■ **Assigned task**
All of the entries below need repeating exactly, apart from their images.

[Stored items]
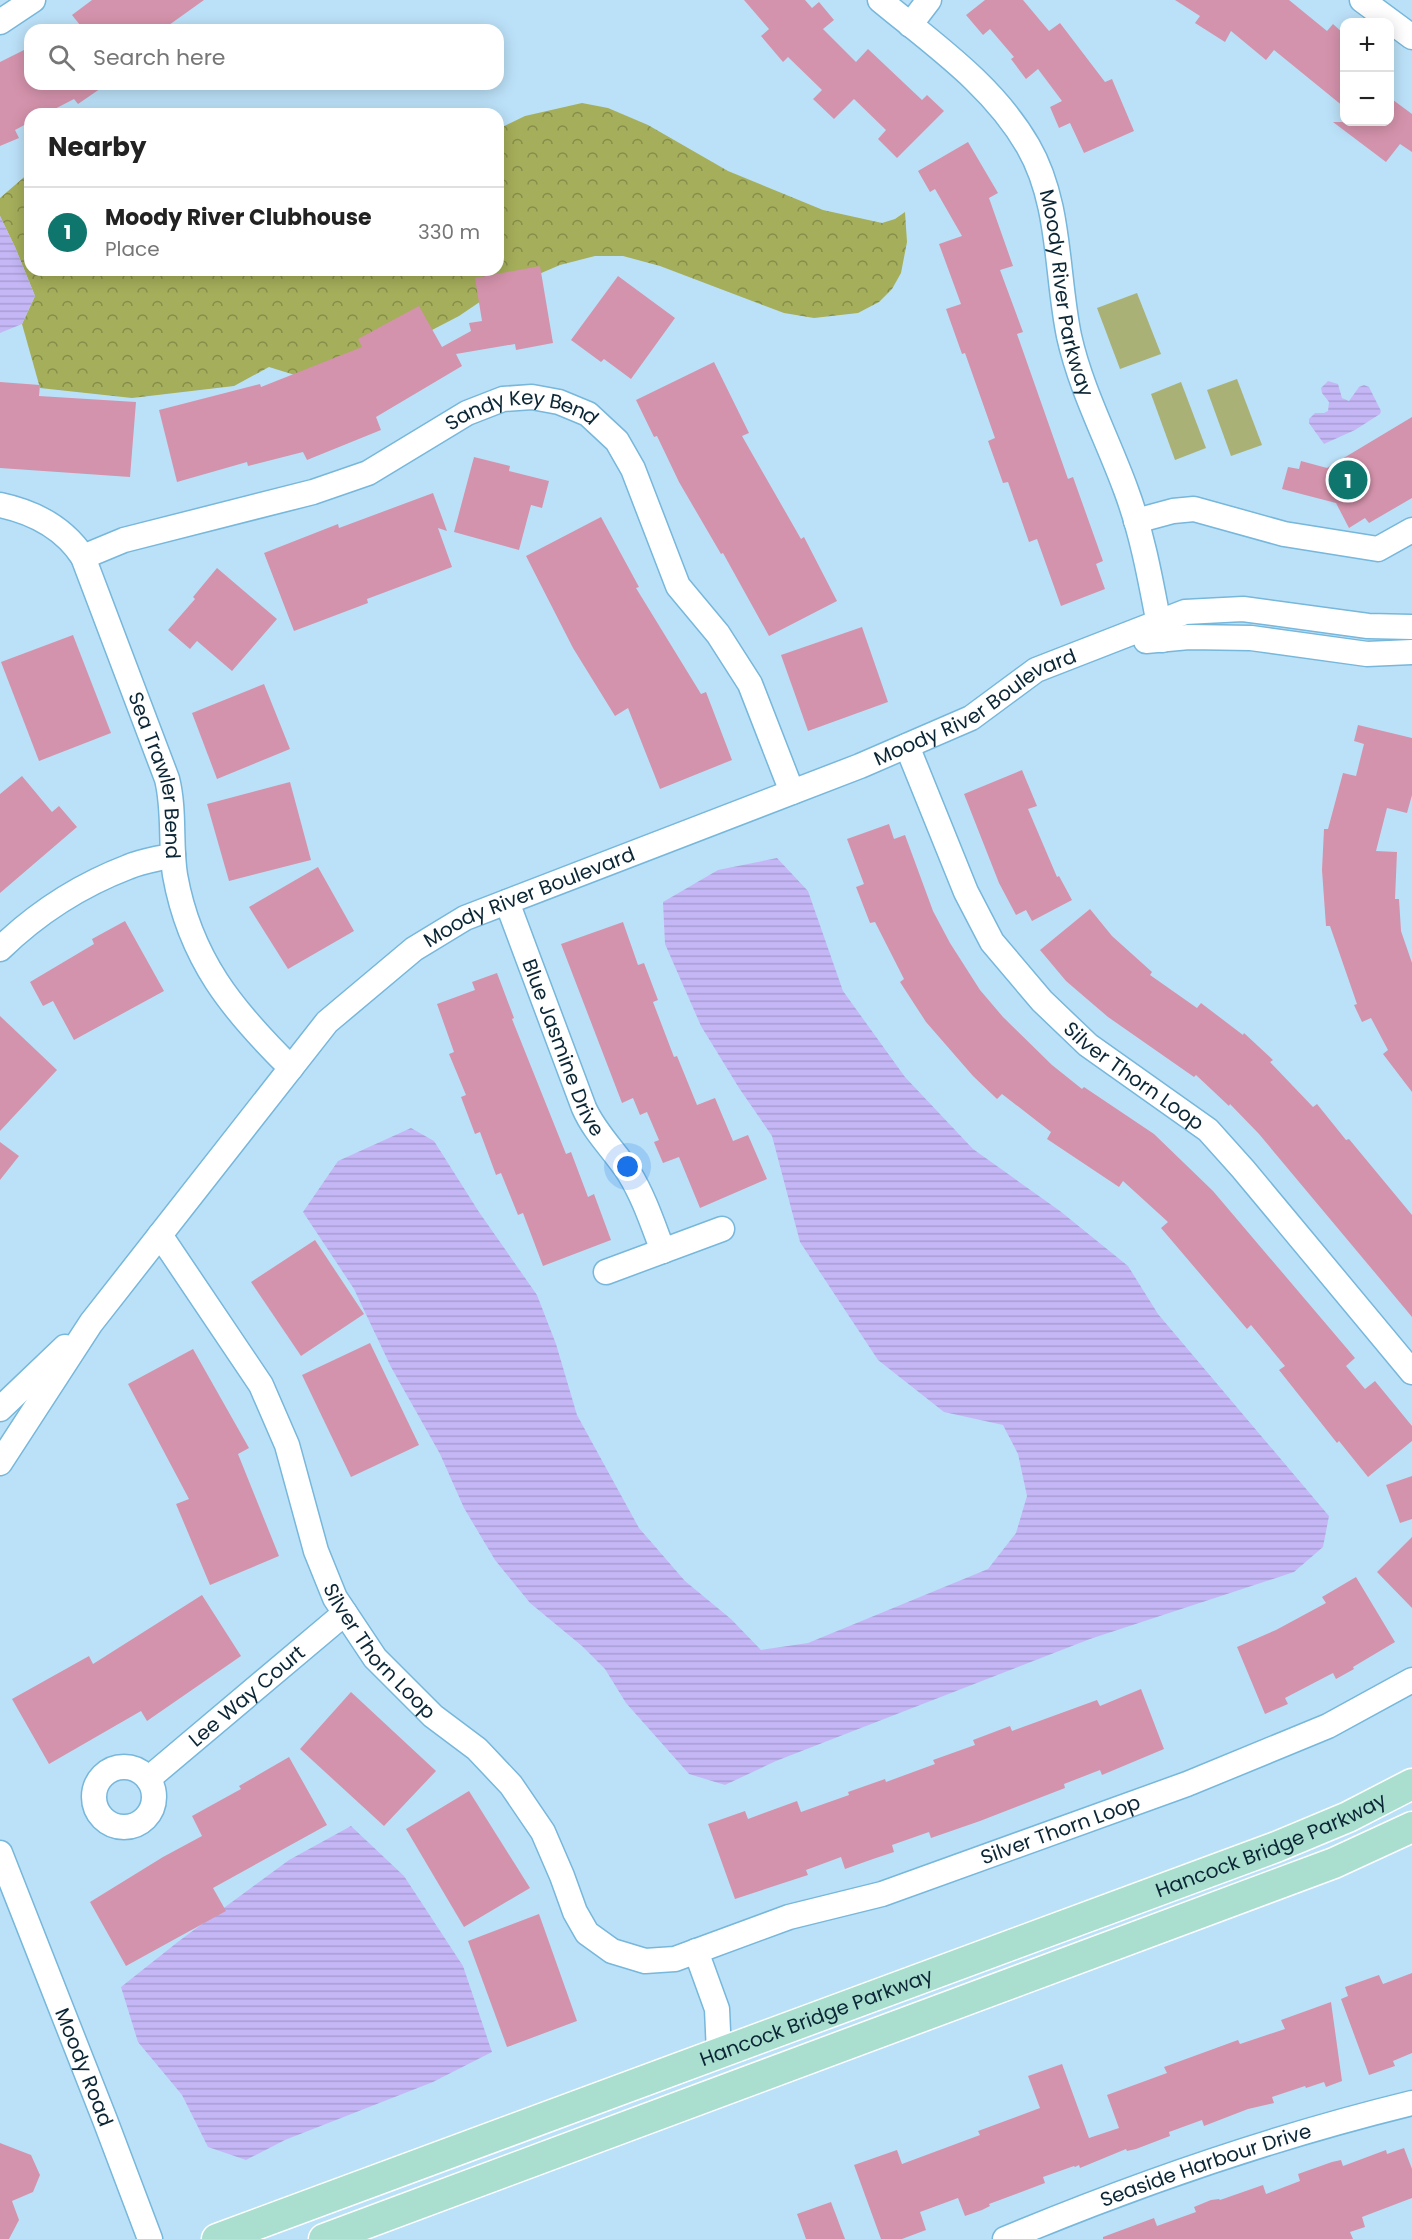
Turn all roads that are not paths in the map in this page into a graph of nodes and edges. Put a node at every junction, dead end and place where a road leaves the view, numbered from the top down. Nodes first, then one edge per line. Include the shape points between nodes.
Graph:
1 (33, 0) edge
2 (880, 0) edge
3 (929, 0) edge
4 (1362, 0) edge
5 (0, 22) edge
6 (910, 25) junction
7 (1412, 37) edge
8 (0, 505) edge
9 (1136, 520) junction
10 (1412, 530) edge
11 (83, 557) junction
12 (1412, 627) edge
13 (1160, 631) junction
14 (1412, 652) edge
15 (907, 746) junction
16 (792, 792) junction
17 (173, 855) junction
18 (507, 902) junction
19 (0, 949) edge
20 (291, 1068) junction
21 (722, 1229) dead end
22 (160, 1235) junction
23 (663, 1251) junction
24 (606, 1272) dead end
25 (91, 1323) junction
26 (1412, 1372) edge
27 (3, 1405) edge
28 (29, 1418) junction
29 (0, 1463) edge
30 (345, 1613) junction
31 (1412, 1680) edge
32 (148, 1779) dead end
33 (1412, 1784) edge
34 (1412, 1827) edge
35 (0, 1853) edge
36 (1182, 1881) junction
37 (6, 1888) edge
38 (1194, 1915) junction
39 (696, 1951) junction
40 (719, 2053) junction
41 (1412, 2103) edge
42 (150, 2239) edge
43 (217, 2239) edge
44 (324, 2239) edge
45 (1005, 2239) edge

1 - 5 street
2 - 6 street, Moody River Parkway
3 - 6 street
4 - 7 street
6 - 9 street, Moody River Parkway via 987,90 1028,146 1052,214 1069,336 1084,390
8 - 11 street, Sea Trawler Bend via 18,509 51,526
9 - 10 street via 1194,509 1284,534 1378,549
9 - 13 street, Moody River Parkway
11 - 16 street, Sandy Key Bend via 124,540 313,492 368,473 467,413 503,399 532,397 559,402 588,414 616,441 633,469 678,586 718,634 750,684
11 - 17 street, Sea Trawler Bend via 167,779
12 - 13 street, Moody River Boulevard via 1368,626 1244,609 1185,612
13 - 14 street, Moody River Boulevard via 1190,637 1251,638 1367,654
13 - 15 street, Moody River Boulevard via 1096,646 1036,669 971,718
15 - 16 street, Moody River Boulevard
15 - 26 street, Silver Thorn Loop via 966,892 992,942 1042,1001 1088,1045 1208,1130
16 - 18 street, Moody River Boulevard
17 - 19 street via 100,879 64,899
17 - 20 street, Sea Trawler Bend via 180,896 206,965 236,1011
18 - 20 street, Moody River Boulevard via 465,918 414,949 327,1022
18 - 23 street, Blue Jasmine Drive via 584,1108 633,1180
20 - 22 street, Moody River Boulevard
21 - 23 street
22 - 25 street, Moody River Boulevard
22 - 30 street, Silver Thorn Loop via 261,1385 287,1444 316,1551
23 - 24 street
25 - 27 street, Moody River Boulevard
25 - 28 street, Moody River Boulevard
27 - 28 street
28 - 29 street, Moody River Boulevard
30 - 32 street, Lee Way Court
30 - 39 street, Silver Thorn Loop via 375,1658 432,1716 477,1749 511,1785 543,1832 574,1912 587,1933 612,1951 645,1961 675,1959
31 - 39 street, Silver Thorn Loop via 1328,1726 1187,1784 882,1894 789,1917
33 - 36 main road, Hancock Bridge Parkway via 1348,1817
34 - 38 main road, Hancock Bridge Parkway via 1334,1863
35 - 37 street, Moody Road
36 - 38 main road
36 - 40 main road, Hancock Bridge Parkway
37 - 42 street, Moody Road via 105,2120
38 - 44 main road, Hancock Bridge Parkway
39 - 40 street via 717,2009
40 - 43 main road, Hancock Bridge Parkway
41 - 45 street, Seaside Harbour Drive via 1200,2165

■ **Answer below**
Turn all roads that are not paths in the map in this page into a graph of nodes and edges. Put a node at every junction, dead end and place where a road leaves the view, numbered from the top down. Nodes first, then one edge per line. Include the shape points between nodes.
Graph:
1 (33, 0) edge
2 (880, 0) edge
3 (929, 0) edge
4 (1362, 0) edge
5 (0, 22) edge
6 (910, 25) junction
7 (1412, 37) edge
8 (0, 505) edge
9 (1136, 520) junction
10 (1412, 530) edge
11 (83, 557) junction
12 (1412, 627) edge
13 (1160, 631) junction
14 (1412, 652) edge
15 (907, 746) junction
16 (792, 792) junction
17 (173, 855) junction
18 (507, 902) junction
19 (0, 949) edge
20 (291, 1068) junction
21 (722, 1229) dead end
22 (160, 1235) junction
23 (663, 1251) junction
24 (606, 1272) dead end
25 (91, 1323) junction
26 (1412, 1372) edge
27 (3, 1405) edge
28 (29, 1418) junction
29 (0, 1463) edge
30 (345, 1613) junction
31 (1412, 1680) edge
32 (148, 1779) dead end
33 (1412, 1784) edge
34 (1412, 1827) edge
35 (0, 1853) edge
36 (1182, 1881) junction
37 (6, 1888) edge
38 (1194, 1915) junction
39 (696, 1951) junction
40 (719, 2053) junction
41 (1412, 2103) edge
42 (150, 2239) edge
43 (217, 2239) edge
44 (324, 2239) edge
45 (1005, 2239) edge

1 - 5 street
2 - 6 street, Moody River Parkway
3 - 6 street
4 - 7 street
6 - 9 street, Moody River Parkway via 987,90 1028,146 1052,214 1069,336 1084,390
8 - 11 street, Sea Trawler Bend via 18,509 51,526
9 - 10 street via 1194,509 1284,534 1378,549
9 - 13 street, Moody River Parkway
11 - 16 street, Sandy Key Bend via 124,540 313,492 368,473 467,413 503,399 532,397 559,402 588,414 616,441 633,469 678,586 718,634 750,684
11 - 17 street, Sea Trawler Bend via 167,779
12 - 13 street, Moody River Boulevard via 1368,626 1244,609 1185,612
13 - 14 street, Moody River Boulevard via 1190,637 1251,638 1367,654
13 - 15 street, Moody River Boulevard via 1096,646 1036,669 971,718
15 - 16 street, Moody River Boulevard
15 - 26 street, Silver Thorn Loop via 966,892 992,942 1042,1001 1088,1045 1208,1130
16 - 18 street, Moody River Boulevard
17 - 19 street via 100,879 64,899
17 - 20 street, Sea Trawler Bend via 180,896 206,965 236,1011
18 - 20 street, Moody River Boulevard via 465,918 414,949 327,1022
18 - 23 street, Blue Jasmine Drive via 584,1108 633,1180
20 - 22 street, Moody River Boulevard
21 - 23 street
22 - 25 street, Moody River Boulevard
22 - 30 street, Silver Thorn Loop via 261,1385 287,1444 316,1551
23 - 24 street
25 - 27 street, Moody River Boulevard
25 - 28 street, Moody River Boulevard
27 - 28 street
28 - 29 street, Moody River Boulevard
30 - 32 street, Lee Way Court
30 - 39 street, Silver Thorn Loop via 375,1658 432,1716 477,1749 511,1785 543,1832 574,1912 587,1933 612,1951 645,1961 675,1959
31 - 39 street, Silver Thorn Loop via 1328,1726 1187,1784 882,1894 789,1917
33 - 36 main road, Hancock Bridge Parkway via 1348,1817
34 - 38 main road, Hancock Bridge Parkway via 1334,1863
35 - 37 street, Moody Road
36 - 38 main road
36 - 40 main road, Hancock Bridge Parkway
37 - 42 street, Moody Road via 105,2120
38 - 44 main road, Hancock Bridge Parkway
39 - 40 street via 717,2009
40 - 43 main road, Hancock Bridge Parkway
41 - 45 street, Seaside Harbour Drive via 1200,2165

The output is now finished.